• What this task involves: Repeat the data that follows verbatim. Images are not part of the copy.

• Information shown:
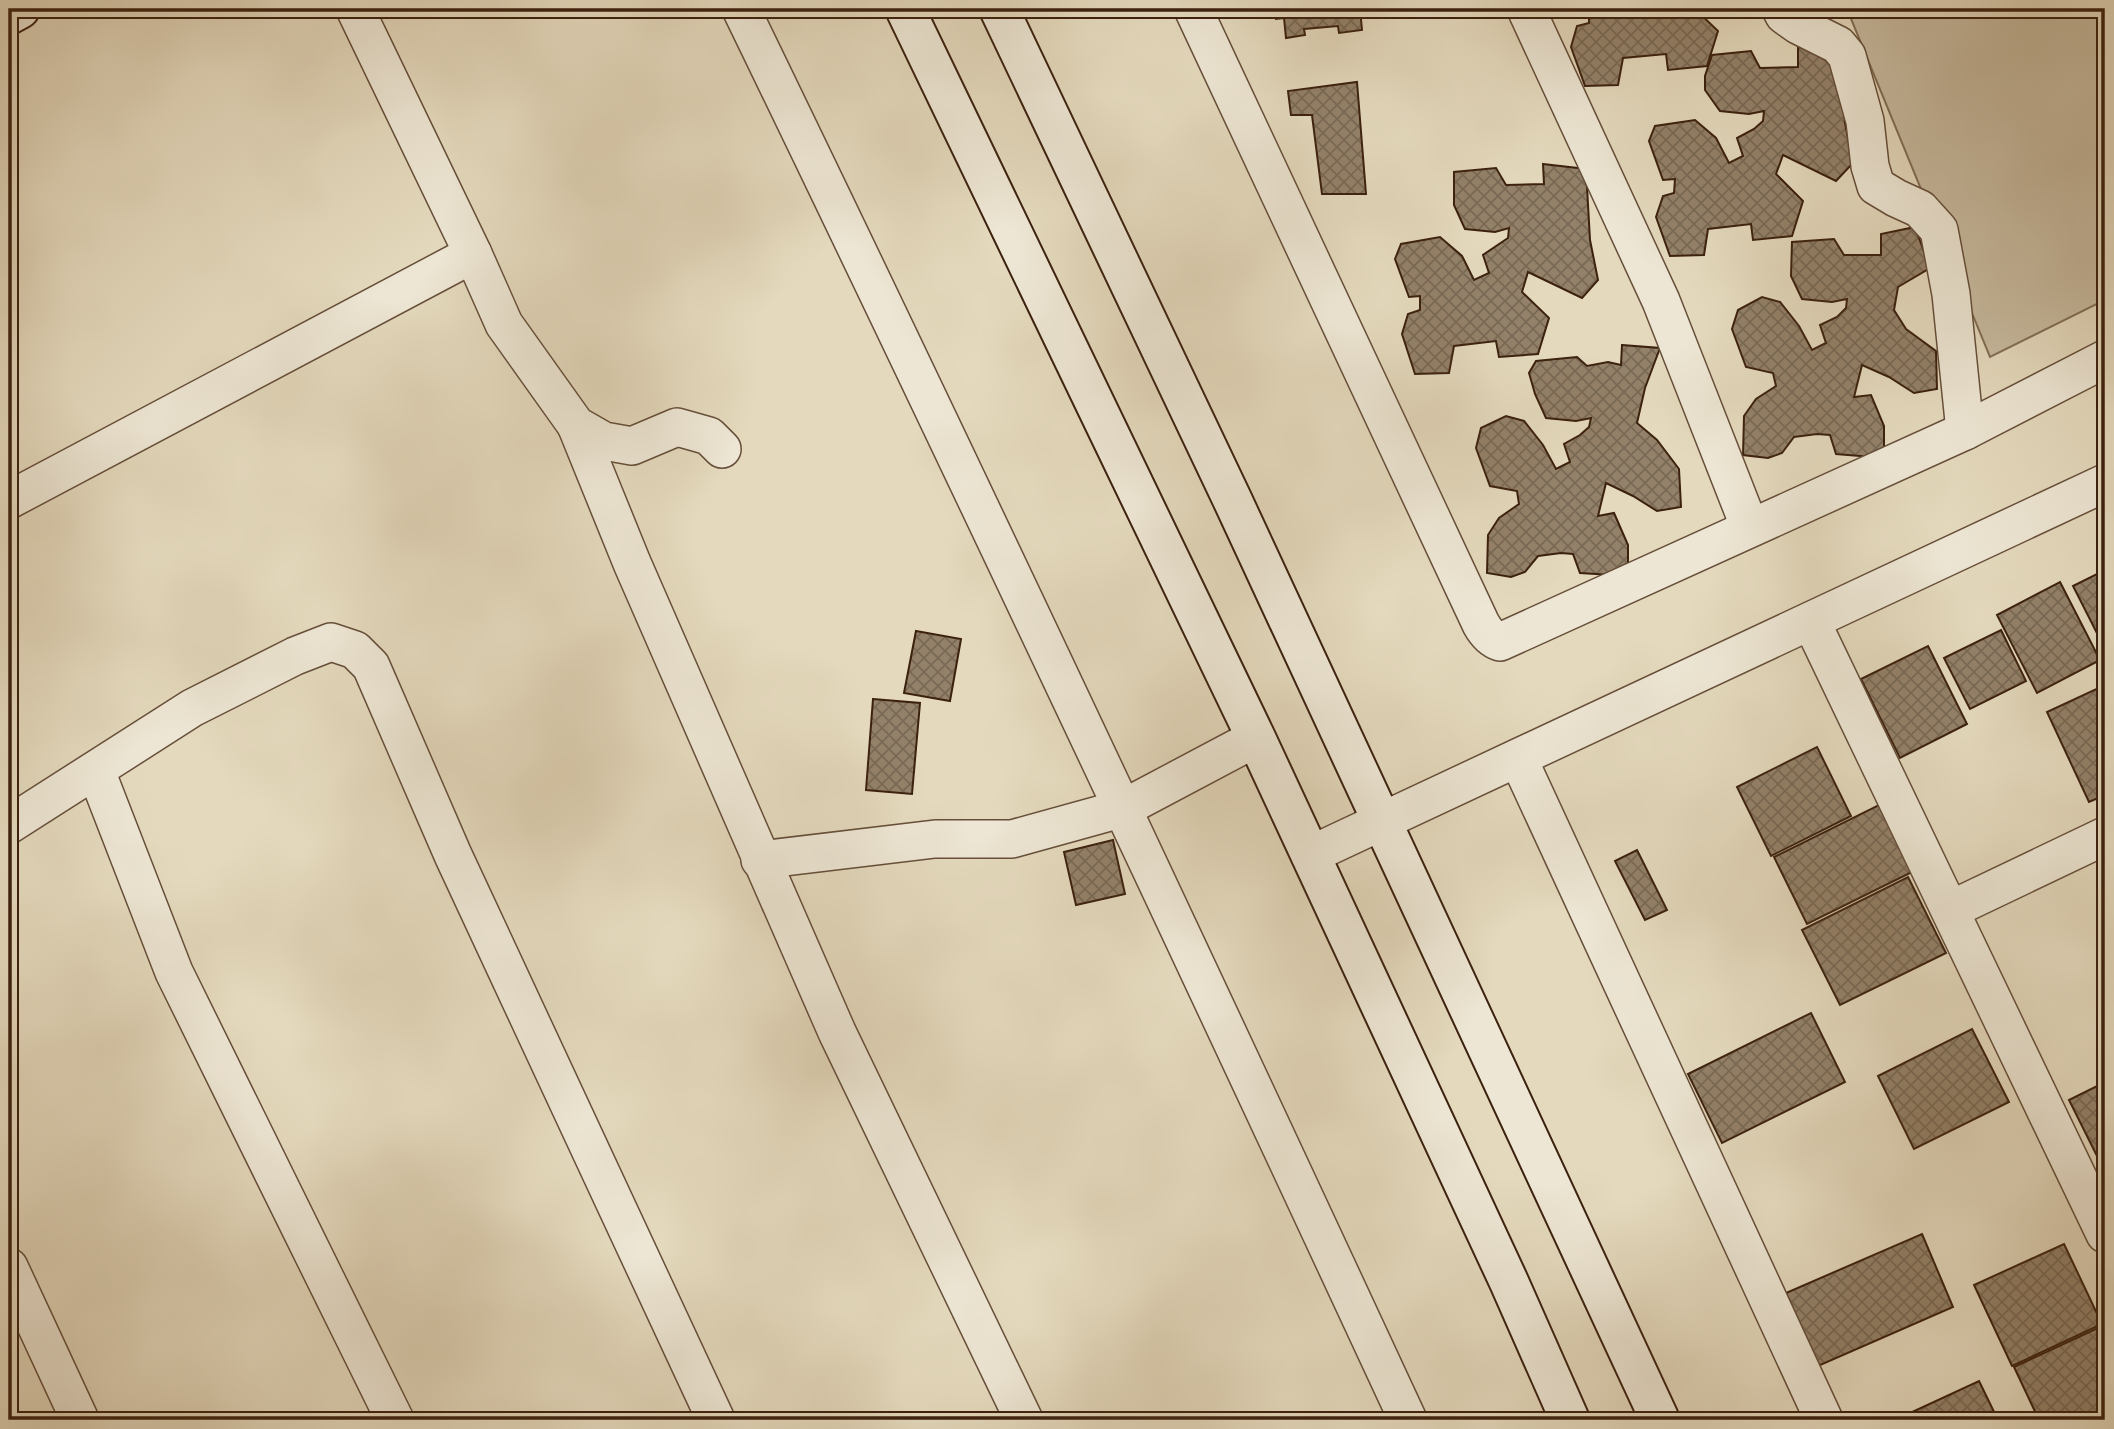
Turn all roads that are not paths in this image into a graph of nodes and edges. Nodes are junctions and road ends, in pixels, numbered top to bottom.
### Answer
1 (20, 9) edge
2 (355, 9) edge
3 (741, 9) edge
4 (905, 9) edge
5 (999, 9) edge
6 (1193, 9) edge
7 (1526, 9) edge
8 (1782, 9) edge
9 (9, 15) edge
10 (473, 254) junction
11 (2105, 359) edge
12 (576, 425) junction
13 (1965, 432) junction
14 (722, 449) dead end
15 (2105, 483) edge
16 (9, 500) edge
17 (1750, 528) junction
18 (1811, 621) junction
19 (1256, 738) junction
20 (1518, 758) junction
21 (96, 771) junction
22 (1124, 808) junction
23 (1382, 822) junction
24 (9, 825) edge
25 (2105, 836) edge
26 (1310, 855) junction
27 (760, 860) junction
28 (1950, 910) junction
29 (2105, 1234) edge
30 (9, 1270) edge
31 (80, 1420) edge
32 (395, 1420) edge
33 (716, 1420) edge
34 (1024, 1420) edge
35 (1408, 1420) edge
36 (1570, 1420) edge
37 (1660, 1420) edge
38 (1824, 1420) edge

1 - 9 main road
2 - 10 street
3 - 22 street
4 - 19 main road
5 - 23 main road
6 - 17 street
7 - 17 street
8 - 13 street
10 - 12 street
10 - 16 street
11 - 13 street
12 - 14 street
12 - 27 street
13 - 17 street
15 - 18 street
18 - 20 street
18 - 28 street
19 - 22 street
19 - 26 main road
20 - 23 street
20 - 38 street
21 - 24 street
21 - 32 street
21 - 33 street
22 - 27 street
22 - 35 street
23 - 26 street
23 - 37 main road
25 - 28 street
26 - 36 main road
27 - 34 street
28 - 29 street
30 - 31 street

• Worked solution:
Turn all roads that are not paths in this image into a graph of nodes and edges. Nodes are junctions and road ends, in pixels, numbered top to bottom.
### Answer
1 (20, 9) edge
2 (355, 9) edge
3 (741, 9) edge
4 (905, 9) edge
5 (999, 9) edge
6 (1193, 9) edge
7 (1526, 9) edge
8 (1782, 9) edge
9 (9, 15) edge
10 (473, 254) junction
11 (2105, 359) edge
12 (576, 425) junction
13 (1965, 432) junction
14 (722, 449) dead end
15 (2105, 483) edge
16 (9, 500) edge
17 (1750, 528) junction
18 (1811, 621) junction
19 (1256, 738) junction
20 (1518, 758) junction
21 (96, 771) junction
22 (1124, 808) junction
23 (1382, 822) junction
24 (9, 825) edge
25 (2105, 836) edge
26 (1310, 855) junction
27 (760, 860) junction
28 (1950, 910) junction
29 (2105, 1234) edge
30 (9, 1270) edge
31 (80, 1420) edge
32 (395, 1420) edge
33 (716, 1420) edge
34 (1024, 1420) edge
35 (1408, 1420) edge
36 (1570, 1420) edge
37 (1660, 1420) edge
38 (1824, 1420) edge

1 - 9 main road
2 - 10 street
3 - 22 street
4 - 19 main road
5 - 23 main road
6 - 17 street
7 - 17 street
8 - 13 street
10 - 12 street
10 - 16 street
11 - 13 street
12 - 14 street
12 - 27 street
13 - 17 street
15 - 18 street
18 - 20 street
18 - 28 street
19 - 22 street
19 - 26 main road
20 - 23 street
20 - 38 street
21 - 24 street
21 - 32 street
21 - 33 street
22 - 27 street
22 - 35 street
23 - 26 street
23 - 37 main road
25 - 28 street
26 - 36 main road
27 - 34 street
28 - 29 street
30 - 31 street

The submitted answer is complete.